WHAT THIS TASK INVOLVES — Could you please write out the data shown below, exactly and in full?

[Collected data entries]
== Segment start ==
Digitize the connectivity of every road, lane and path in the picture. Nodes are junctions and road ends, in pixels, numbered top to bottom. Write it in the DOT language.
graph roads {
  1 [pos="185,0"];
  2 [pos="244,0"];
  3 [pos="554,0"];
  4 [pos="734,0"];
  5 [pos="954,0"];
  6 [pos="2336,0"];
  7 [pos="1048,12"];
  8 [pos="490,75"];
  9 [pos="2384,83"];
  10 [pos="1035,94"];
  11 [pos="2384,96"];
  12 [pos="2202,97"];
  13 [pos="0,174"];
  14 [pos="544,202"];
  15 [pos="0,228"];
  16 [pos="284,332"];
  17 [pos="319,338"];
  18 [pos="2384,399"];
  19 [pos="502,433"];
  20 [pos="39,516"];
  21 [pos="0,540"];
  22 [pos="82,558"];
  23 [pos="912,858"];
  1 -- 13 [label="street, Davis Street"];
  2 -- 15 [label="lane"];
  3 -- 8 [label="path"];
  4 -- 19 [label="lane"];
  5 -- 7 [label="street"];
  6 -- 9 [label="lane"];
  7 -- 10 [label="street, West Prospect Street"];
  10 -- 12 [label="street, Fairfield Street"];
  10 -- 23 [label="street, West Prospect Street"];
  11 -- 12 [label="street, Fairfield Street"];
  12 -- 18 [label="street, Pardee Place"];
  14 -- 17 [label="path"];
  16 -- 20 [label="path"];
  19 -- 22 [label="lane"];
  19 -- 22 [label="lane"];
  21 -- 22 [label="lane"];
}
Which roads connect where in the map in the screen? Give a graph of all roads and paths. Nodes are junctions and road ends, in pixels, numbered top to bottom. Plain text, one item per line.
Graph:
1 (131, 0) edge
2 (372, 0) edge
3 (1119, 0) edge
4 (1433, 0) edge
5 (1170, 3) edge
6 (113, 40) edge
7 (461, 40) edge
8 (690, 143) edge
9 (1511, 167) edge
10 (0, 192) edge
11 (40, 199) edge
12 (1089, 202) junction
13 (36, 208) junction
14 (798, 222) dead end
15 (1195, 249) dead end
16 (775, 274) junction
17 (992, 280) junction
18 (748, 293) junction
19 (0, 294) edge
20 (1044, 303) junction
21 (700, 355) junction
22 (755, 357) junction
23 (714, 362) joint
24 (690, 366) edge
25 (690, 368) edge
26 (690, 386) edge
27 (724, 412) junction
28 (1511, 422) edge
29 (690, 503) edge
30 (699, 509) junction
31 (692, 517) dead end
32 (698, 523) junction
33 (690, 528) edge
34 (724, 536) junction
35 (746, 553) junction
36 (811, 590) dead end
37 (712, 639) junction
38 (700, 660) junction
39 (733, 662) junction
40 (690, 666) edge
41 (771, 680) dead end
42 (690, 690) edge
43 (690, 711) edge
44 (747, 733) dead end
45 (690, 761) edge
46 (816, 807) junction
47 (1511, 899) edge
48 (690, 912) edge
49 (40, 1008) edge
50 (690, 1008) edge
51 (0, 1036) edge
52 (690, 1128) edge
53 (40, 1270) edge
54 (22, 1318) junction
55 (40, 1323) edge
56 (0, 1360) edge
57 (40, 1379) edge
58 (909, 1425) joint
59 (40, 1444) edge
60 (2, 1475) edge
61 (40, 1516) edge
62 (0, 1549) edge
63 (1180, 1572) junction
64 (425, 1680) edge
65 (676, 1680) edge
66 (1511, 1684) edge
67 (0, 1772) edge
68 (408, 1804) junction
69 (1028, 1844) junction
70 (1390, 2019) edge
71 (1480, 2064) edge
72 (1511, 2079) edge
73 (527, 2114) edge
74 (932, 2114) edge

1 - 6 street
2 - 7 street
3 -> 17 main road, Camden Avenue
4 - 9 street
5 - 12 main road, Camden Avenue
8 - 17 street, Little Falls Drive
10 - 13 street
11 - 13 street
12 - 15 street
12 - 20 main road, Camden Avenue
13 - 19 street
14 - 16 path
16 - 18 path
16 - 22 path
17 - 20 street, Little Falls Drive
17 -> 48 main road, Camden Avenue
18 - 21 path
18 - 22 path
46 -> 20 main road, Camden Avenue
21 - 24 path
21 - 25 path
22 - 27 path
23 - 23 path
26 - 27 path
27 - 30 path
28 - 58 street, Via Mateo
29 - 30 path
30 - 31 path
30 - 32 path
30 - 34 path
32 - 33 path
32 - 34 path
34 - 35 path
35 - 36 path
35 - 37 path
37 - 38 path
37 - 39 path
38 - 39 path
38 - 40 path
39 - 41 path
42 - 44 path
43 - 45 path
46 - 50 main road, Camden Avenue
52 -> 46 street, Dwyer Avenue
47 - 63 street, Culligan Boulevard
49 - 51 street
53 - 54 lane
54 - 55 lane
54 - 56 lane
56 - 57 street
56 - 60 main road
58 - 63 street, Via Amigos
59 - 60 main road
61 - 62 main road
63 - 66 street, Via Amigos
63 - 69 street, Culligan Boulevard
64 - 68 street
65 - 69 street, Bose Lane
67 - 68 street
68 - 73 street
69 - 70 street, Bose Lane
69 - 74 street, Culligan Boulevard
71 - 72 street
== Segment end ==
TASK SOLUTION —
Digitize the connectivity of every road, lane and path in the picture. Nodes are junctions and road ends, in pixels, numbered top to bottom. Write it in the DOT language.
graph roads {
  1 [pos="185,0"];
  2 [pos="244,0"];
  3 [pos="554,0"];
  4 [pos="734,0"];
  5 [pos="954,0"];
  6 [pos="2336,0"];
  7 [pos="1048,12"];
  8 [pos="490,75"];
  9 [pos="2384,83"];
  10 [pos="1035,94"];
  11 [pos="2384,96"];
  12 [pos="2202,97"];
  13 [pos="0,174"];
  14 [pos="544,202"];
  15 [pos="0,228"];
  16 [pos="284,332"];
  17 [pos="319,338"];
  18 [pos="2384,399"];
  19 [pos="502,433"];
  20 [pos="39,516"];
  21 [pos="0,540"];
  22 [pos="82,558"];
  23 [pos="912,858"];
  1 -- 13 [label="street, Davis Street"];
  2 -- 15 [label="lane"];
  3 -- 8 [label="path"];
  4 -- 19 [label="lane"];
  5 -- 7 [label="street"];
  6 -- 9 [label="lane"];
  7 -- 10 [label="street, West Prospect Street"];
  10 -- 12 [label="street, Fairfield Street"];
  10 -- 23 [label="street, West Prospect Street"];
  11 -- 12 [label="street, Fairfield Street"];
  12 -- 18 [label="street, Pardee Place"];
  14 -- 17 [label="path"];
  16 -- 20 [label="path"];
  19 -- 22 [label="lane"];
  19 -- 22 [label="lane"];
  21 -- 22 [label="lane"];
}
Which roads connect where in the map in the screen? Give a graph of all roads and paths. Nodes are junctions and road ends, in pixels, numbered top to bottom. Plain text, one item per line.
Graph:
1 (131, 0) edge
2 (372, 0) edge
3 (1119, 0) edge
4 (1433, 0) edge
5 (1170, 3) edge
6 (113, 40) edge
7 (461, 40) edge
8 (690, 143) edge
9 (1511, 167) edge
10 (0, 192) edge
11 (40, 199) edge
12 (1089, 202) junction
13 (36, 208) junction
14 (798, 222) dead end
15 (1195, 249) dead end
16 (775, 274) junction
17 (992, 280) junction
18 (748, 293) junction
19 (0, 294) edge
20 (1044, 303) junction
21 (700, 355) junction
22 (755, 357) junction
23 (714, 362) joint
24 (690, 366) edge
25 (690, 368) edge
26 (690, 386) edge
27 (724, 412) junction
28 (1511, 422) edge
29 (690, 503) edge
30 (699, 509) junction
31 (692, 517) dead end
32 (698, 523) junction
33 (690, 528) edge
34 (724, 536) junction
35 (746, 553) junction
36 (811, 590) dead end
37 (712, 639) junction
38 (700, 660) junction
39 (733, 662) junction
40 (690, 666) edge
41 (771, 680) dead end
42 (690, 690) edge
43 (690, 711) edge
44 (747, 733) dead end
45 (690, 761) edge
46 (816, 807) junction
47 (1511, 899) edge
48 (690, 912) edge
49 (40, 1008) edge
50 (690, 1008) edge
51 (0, 1036) edge
52 (690, 1128) edge
53 (40, 1270) edge
54 (22, 1318) junction
55 (40, 1323) edge
56 (0, 1360) edge
57 (40, 1379) edge
58 (909, 1425) joint
59 (40, 1444) edge
60 (2, 1475) edge
61 (40, 1516) edge
62 (0, 1549) edge
63 (1180, 1572) junction
64 (425, 1680) edge
65 (676, 1680) edge
66 (1511, 1684) edge
67 (0, 1772) edge
68 (408, 1804) junction
69 (1028, 1844) junction
70 (1390, 2019) edge
71 (1480, 2064) edge
72 (1511, 2079) edge
73 (527, 2114) edge
74 (932, 2114) edge

1 - 6 street
2 - 7 street
3 -> 17 main road, Camden Avenue
4 - 9 street
5 - 12 main road, Camden Avenue
8 - 17 street, Little Falls Drive
10 - 13 street
11 - 13 street
12 - 15 street
12 - 20 main road, Camden Avenue
13 - 19 street
14 - 16 path
16 - 18 path
16 - 22 path
17 - 20 street, Little Falls Drive
17 -> 48 main road, Camden Avenue
18 - 21 path
18 - 22 path
46 -> 20 main road, Camden Avenue
21 - 24 path
21 - 25 path
22 - 27 path
23 - 23 path
26 - 27 path
27 - 30 path
28 - 58 street, Via Mateo
29 - 30 path
30 - 31 path
30 - 32 path
30 - 34 path
32 - 33 path
32 - 34 path
34 - 35 path
35 - 36 path
35 - 37 path
37 - 38 path
37 - 39 path
38 - 39 path
38 - 40 path
39 - 41 path
42 - 44 path
43 - 45 path
46 - 50 main road, Camden Avenue
52 -> 46 street, Dwyer Avenue
47 - 63 street, Culligan Boulevard
49 - 51 street
53 - 54 lane
54 - 55 lane
54 - 56 lane
56 - 57 street
56 - 60 main road
58 - 63 street, Via Amigos
59 - 60 main road
61 - 62 main road
63 - 66 street, Via Amigos
63 - 69 street, Culligan Boulevard
64 - 68 street
65 - 69 street, Bose Lane
67 - 68 street
68 - 73 street
69 - 70 street, Bose Lane
69 - 74 street, Culligan Boulevard
71 - 72 street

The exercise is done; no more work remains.